--- What the task requires ---
A verbatim reproduction of every entry is the expected answer.

++++++++

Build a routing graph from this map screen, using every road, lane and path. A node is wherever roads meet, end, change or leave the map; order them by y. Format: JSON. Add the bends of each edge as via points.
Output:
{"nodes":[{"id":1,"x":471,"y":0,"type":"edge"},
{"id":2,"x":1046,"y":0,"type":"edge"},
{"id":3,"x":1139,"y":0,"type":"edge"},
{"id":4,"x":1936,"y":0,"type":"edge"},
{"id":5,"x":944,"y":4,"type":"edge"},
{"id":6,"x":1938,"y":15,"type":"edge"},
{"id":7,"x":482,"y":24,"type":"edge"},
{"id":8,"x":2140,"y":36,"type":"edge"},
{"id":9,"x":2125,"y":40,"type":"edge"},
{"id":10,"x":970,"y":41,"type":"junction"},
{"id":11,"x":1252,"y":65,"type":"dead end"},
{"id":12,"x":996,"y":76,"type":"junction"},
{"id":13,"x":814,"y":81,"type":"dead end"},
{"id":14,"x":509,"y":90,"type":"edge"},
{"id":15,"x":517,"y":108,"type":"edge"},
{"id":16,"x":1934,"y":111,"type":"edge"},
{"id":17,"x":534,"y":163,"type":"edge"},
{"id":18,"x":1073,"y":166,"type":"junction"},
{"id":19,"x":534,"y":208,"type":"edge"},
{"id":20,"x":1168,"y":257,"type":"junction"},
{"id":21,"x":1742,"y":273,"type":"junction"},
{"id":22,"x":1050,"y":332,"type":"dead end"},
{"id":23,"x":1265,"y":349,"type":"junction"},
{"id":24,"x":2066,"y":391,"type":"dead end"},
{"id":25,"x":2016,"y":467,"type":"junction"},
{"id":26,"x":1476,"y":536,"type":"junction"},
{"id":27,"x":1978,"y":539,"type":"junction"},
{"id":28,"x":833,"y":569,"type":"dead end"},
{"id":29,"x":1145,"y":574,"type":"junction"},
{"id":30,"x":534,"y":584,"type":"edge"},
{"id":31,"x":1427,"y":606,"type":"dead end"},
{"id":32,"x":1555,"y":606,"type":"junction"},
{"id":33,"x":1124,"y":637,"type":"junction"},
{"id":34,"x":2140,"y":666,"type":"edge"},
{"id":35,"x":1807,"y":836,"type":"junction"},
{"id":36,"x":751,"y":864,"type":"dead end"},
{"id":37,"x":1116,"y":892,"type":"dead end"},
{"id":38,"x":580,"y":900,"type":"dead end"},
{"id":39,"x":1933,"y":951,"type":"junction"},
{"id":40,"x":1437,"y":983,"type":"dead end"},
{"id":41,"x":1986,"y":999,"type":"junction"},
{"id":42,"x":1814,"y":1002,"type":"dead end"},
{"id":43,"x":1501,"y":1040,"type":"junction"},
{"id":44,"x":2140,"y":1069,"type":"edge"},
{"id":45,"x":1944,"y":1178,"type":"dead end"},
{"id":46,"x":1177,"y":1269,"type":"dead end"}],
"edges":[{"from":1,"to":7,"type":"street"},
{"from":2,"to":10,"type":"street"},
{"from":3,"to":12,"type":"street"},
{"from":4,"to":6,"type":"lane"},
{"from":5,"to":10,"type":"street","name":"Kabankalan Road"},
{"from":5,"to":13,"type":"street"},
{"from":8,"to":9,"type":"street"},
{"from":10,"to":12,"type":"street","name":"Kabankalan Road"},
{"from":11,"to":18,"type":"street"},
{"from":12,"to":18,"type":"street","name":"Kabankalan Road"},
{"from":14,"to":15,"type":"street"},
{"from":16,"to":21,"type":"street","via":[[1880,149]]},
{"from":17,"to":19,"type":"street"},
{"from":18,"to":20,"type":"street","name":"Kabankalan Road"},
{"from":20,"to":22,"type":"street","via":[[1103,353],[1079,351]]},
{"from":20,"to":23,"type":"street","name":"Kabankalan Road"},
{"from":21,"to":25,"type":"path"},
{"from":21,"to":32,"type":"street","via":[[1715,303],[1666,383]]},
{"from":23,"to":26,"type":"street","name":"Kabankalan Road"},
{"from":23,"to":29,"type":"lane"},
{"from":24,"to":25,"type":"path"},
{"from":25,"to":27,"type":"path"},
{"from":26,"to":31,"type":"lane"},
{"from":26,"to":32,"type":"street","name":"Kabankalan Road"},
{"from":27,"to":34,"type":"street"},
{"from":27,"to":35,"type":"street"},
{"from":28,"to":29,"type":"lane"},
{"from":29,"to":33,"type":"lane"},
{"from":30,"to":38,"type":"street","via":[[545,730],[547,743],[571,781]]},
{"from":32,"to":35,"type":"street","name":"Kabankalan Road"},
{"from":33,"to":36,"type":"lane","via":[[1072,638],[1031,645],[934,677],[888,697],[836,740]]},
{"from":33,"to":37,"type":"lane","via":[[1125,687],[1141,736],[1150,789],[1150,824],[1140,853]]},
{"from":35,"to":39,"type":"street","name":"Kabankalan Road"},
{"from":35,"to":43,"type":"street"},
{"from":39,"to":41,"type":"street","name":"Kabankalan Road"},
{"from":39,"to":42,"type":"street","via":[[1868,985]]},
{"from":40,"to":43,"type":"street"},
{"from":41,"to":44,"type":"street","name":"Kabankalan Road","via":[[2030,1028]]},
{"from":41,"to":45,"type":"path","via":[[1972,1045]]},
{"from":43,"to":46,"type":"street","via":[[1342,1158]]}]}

++++++++

--- Solution to this problem ---
Build a routing graph from this map screen, using every road, lane and path. A node is wherever roads meet, end, change or leave the map; order them by y. Format: JSON. Add the bends of each edge as via points.
Output:
{"nodes":[{"id":1,"x":471,"y":0,"type":"edge"},
{"id":2,"x":1046,"y":0,"type":"edge"},
{"id":3,"x":1139,"y":0,"type":"edge"},
{"id":4,"x":1936,"y":0,"type":"edge"},
{"id":5,"x":944,"y":4,"type":"edge"},
{"id":6,"x":1938,"y":15,"type":"edge"},
{"id":7,"x":482,"y":24,"type":"edge"},
{"id":8,"x":2140,"y":36,"type":"edge"},
{"id":9,"x":2125,"y":40,"type":"edge"},
{"id":10,"x":970,"y":41,"type":"junction"},
{"id":11,"x":1252,"y":65,"type":"dead end"},
{"id":12,"x":996,"y":76,"type":"junction"},
{"id":13,"x":814,"y":81,"type":"dead end"},
{"id":14,"x":509,"y":90,"type":"edge"},
{"id":15,"x":517,"y":108,"type":"edge"},
{"id":16,"x":1934,"y":111,"type":"edge"},
{"id":17,"x":534,"y":163,"type":"edge"},
{"id":18,"x":1073,"y":166,"type":"junction"},
{"id":19,"x":534,"y":208,"type":"edge"},
{"id":20,"x":1168,"y":257,"type":"junction"},
{"id":21,"x":1742,"y":273,"type":"junction"},
{"id":22,"x":1050,"y":332,"type":"dead end"},
{"id":23,"x":1265,"y":349,"type":"junction"},
{"id":24,"x":2066,"y":391,"type":"dead end"},
{"id":25,"x":2016,"y":467,"type":"junction"},
{"id":26,"x":1476,"y":536,"type":"junction"},
{"id":27,"x":1978,"y":539,"type":"junction"},
{"id":28,"x":833,"y":569,"type":"dead end"},
{"id":29,"x":1145,"y":574,"type":"junction"},
{"id":30,"x":534,"y":584,"type":"edge"},
{"id":31,"x":1427,"y":606,"type":"dead end"},
{"id":32,"x":1555,"y":606,"type":"junction"},
{"id":33,"x":1124,"y":637,"type":"junction"},
{"id":34,"x":2140,"y":666,"type":"edge"},
{"id":35,"x":1807,"y":836,"type":"junction"},
{"id":36,"x":751,"y":864,"type":"dead end"},
{"id":37,"x":1116,"y":892,"type":"dead end"},
{"id":38,"x":580,"y":900,"type":"dead end"},
{"id":39,"x":1933,"y":951,"type":"junction"},
{"id":40,"x":1437,"y":983,"type":"dead end"},
{"id":41,"x":1986,"y":999,"type":"junction"},
{"id":42,"x":1814,"y":1002,"type":"dead end"},
{"id":43,"x":1501,"y":1040,"type":"junction"},
{"id":44,"x":2140,"y":1069,"type":"edge"},
{"id":45,"x":1944,"y":1178,"type":"dead end"},
{"id":46,"x":1177,"y":1269,"type":"dead end"}],
"edges":[{"from":1,"to":7,"type":"street"},
{"from":2,"to":10,"type":"street"},
{"from":3,"to":12,"type":"street"},
{"from":4,"to":6,"type":"lane"},
{"from":5,"to":10,"type":"street","name":"Kabankalan Road"},
{"from":5,"to":13,"type":"street"},
{"from":8,"to":9,"type":"street"},
{"from":10,"to":12,"type":"street","name":"Kabankalan Road"},
{"from":11,"to":18,"type":"street"},
{"from":12,"to":18,"type":"street","name":"Kabankalan Road"},
{"from":14,"to":15,"type":"street"},
{"from":16,"to":21,"type":"street","via":[[1880,149]]},
{"from":17,"to":19,"type":"street"},
{"from":18,"to":20,"type":"street","name":"Kabankalan Road"},
{"from":20,"to":22,"type":"street","via":[[1103,353],[1079,351]]},
{"from":20,"to":23,"type":"street","name":"Kabankalan Road"},
{"from":21,"to":25,"type":"path"},
{"from":21,"to":32,"type":"street","via":[[1715,303],[1666,383]]},
{"from":23,"to":26,"type":"street","name":"Kabankalan Road"},
{"from":23,"to":29,"type":"lane"},
{"from":24,"to":25,"type":"path"},
{"from":25,"to":27,"type":"path"},
{"from":26,"to":31,"type":"lane"},
{"from":26,"to":32,"type":"street","name":"Kabankalan Road"},
{"from":27,"to":34,"type":"street"},
{"from":27,"to":35,"type":"street"},
{"from":28,"to":29,"type":"lane"},
{"from":29,"to":33,"type":"lane"},
{"from":30,"to":38,"type":"street","via":[[545,730],[547,743],[571,781]]},
{"from":32,"to":35,"type":"street","name":"Kabankalan Road"},
{"from":33,"to":36,"type":"lane","via":[[1072,638],[1031,645],[934,677],[888,697],[836,740]]},
{"from":33,"to":37,"type":"lane","via":[[1125,687],[1141,736],[1150,789],[1150,824],[1140,853]]},
{"from":35,"to":39,"type":"street","name":"Kabankalan Road"},
{"from":35,"to":43,"type":"street"},
{"from":39,"to":41,"type":"street","name":"Kabankalan Road"},
{"from":39,"to":42,"type":"street","via":[[1868,985]]},
{"from":40,"to":43,"type":"street"},
{"from":41,"to":44,"type":"street","name":"Kabankalan Road","via":[[2030,1028]]},
{"from":41,"to":45,"type":"path","via":[[1972,1045]]},
{"from":43,"to":46,"type":"street","via":[[1342,1158]]}]}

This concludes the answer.